市場便り・市場案内: 2006年8月アーカイブ

 八王子綜合卸売センター「平成食品」は冷凍肉の専門店である。店主は通称「カバだぬき」と呼ばれている。コヤツ、まったく目立たぬ妖怪で「うんともすんとも」言わない。せっかく八王子綜合卸売センターでもっとも人通りのある「高野水産」の前にありながら商品を並べようともしない。それで、今回はボクが勝手に新商品を作ってみることにした。といっても最近我が家オリジナルで静かなブームとなっている「薩摩しょうゆ漬け」というものを売ってみたい、という好奇心のはけ口に「平成食品」を利用しているだけなのだ。
 作り方はいたって簡単。

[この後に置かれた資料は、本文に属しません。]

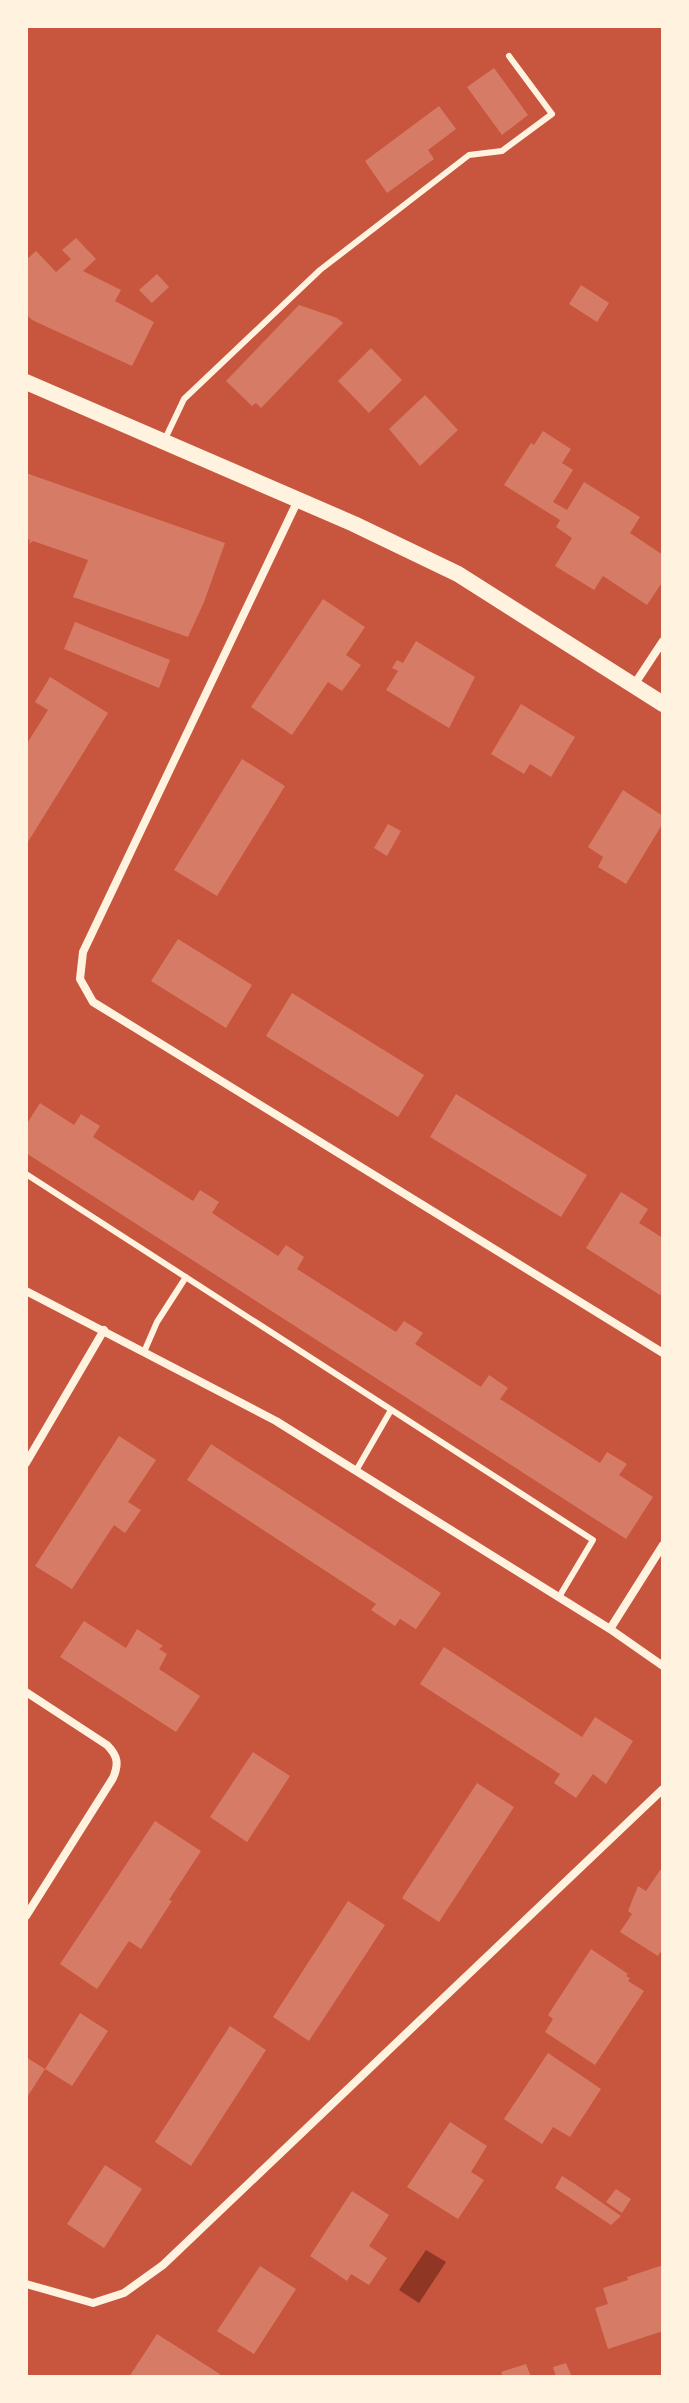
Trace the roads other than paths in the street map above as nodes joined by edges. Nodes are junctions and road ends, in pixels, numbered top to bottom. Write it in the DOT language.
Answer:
graph roads {
  1 [pos="509,56"];
  2 [pos="26,382"];
  3 [pos="163,442"];
  4 [pos="298,500"];
  5 [pos="663,641"];
  6 [pos="634,685"];
  7 [pos="663,704"];
  8 [pos="26,1174"];
  9 [pos="186,1277"];
  10 [pos="26,1291"];
  11 [pos="104,1330"];
  12 [pos="144,1352"];
  13 [pos="663,1353"];
  14 [pos="391,1410"];
  15 [pos="26,1463"];
  16 [pos="357,1469"];
  17 [pos="663,1545"];
  18 [pos="559,1597"];
  19 [pos="610,1629"];
  20 [pos="663,1666"];
  21 [pos="26,1692"];
  22 [pos="663,1789"];
  23 [pos="26,1916"];
  24 [pos="26,2284"];
  1 -- 3 [label="lane"];
  2 -- 3 [label="main road"];
  3 -- 4 [label="main road"];
  4 -- 6 [label="main road"];
  4 -- 13 [label="street"];
  5 -- 6 [label="street"];
  6 -- 7 [label="main road"];
  8 -- 9 [label="lane"];
  9 -- 12 [label="lane"];
  9 -- 14 [label="lane"];
  10 -- 11 [label="street"];
  11 -- 12 [label="street"];
  11 -- 15 [label="street"];
  12 -- 16 [label="street"];
  14 -- 16 [label="lane"];
  14 -- 18 [label="lane"];
  16 -- 18 [label="street"];
  17 -- 19 [label="street"];
  18 -- 19 [label="street"];
  19 -- 20 [label="street"];
  21 -- 23 [label="street"];
  22 -- 24 [label="street"];
}
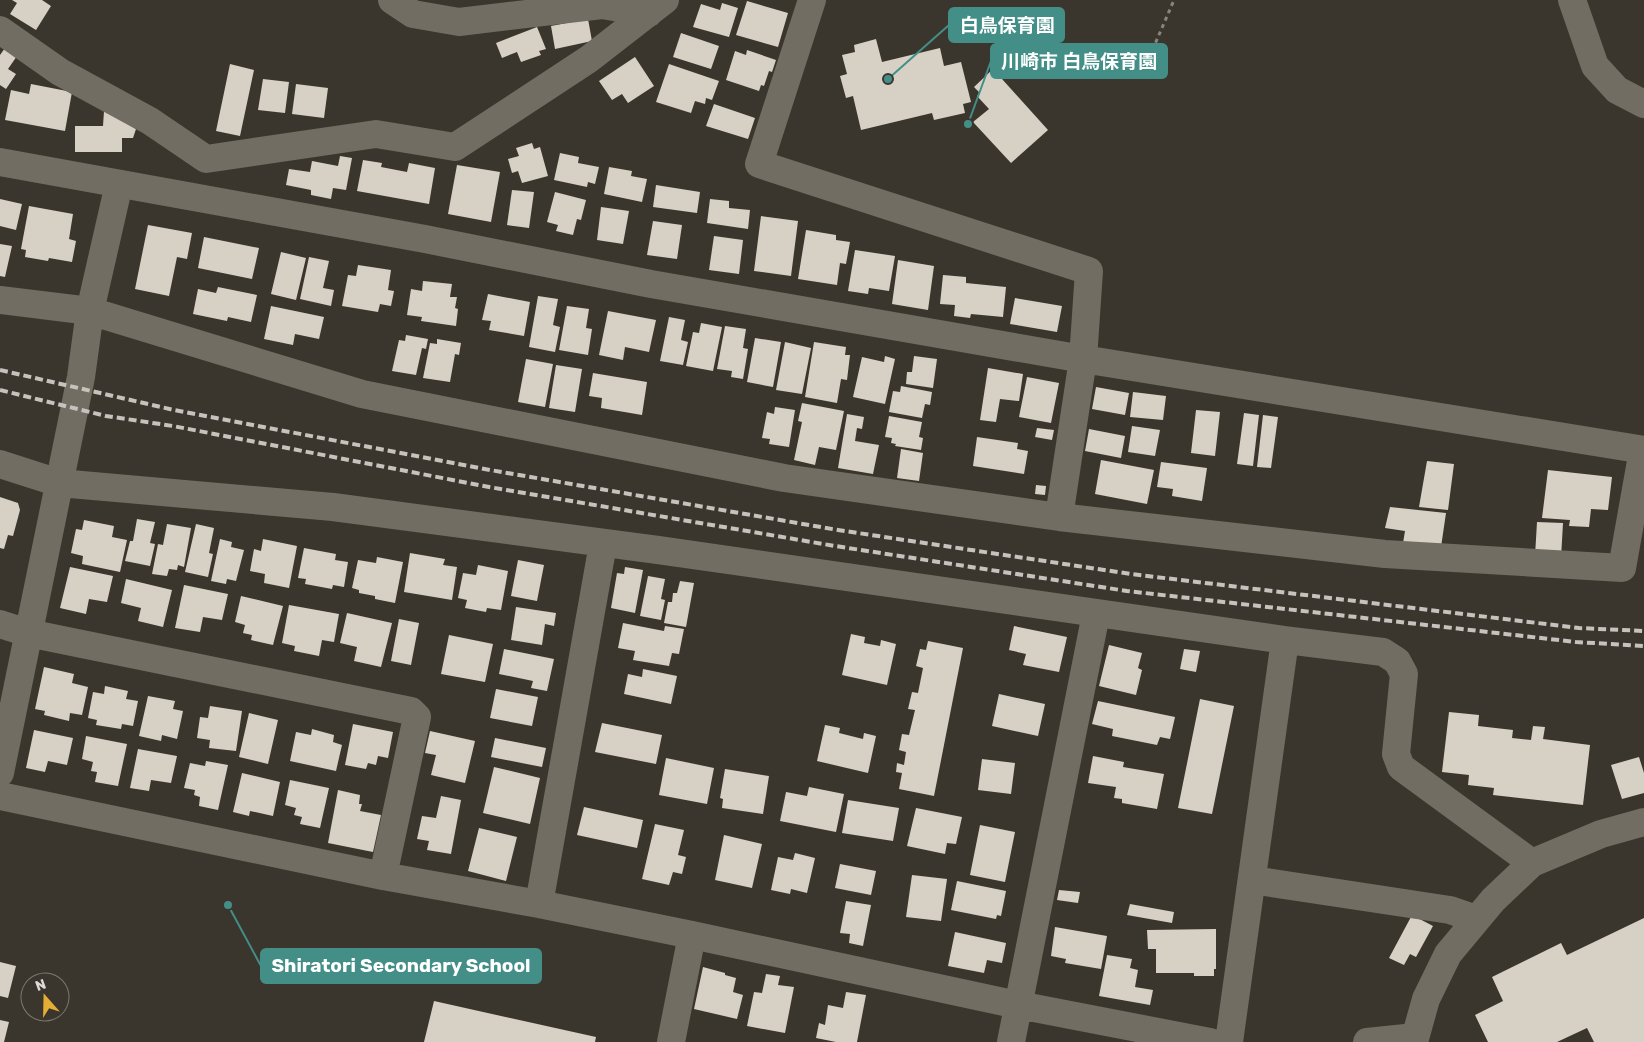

鹿児島県笠沙の「わかしお」さんが送ってくれた同河辺町の「ヤマガミこうくちしょうゆ」とみりんで豚肉を漬け込んだだけ。材料にほとんど添加物がなく、生鮮品なので土曜日限定とした。これが26日に店頭にだしたら総て売り切れ、また今週も作ってみたいと意気込んでいるのだ。
 今週土曜日9月2日の朝からまた限定で売り出すので、好奇心がある方よっといで! ということなのだ。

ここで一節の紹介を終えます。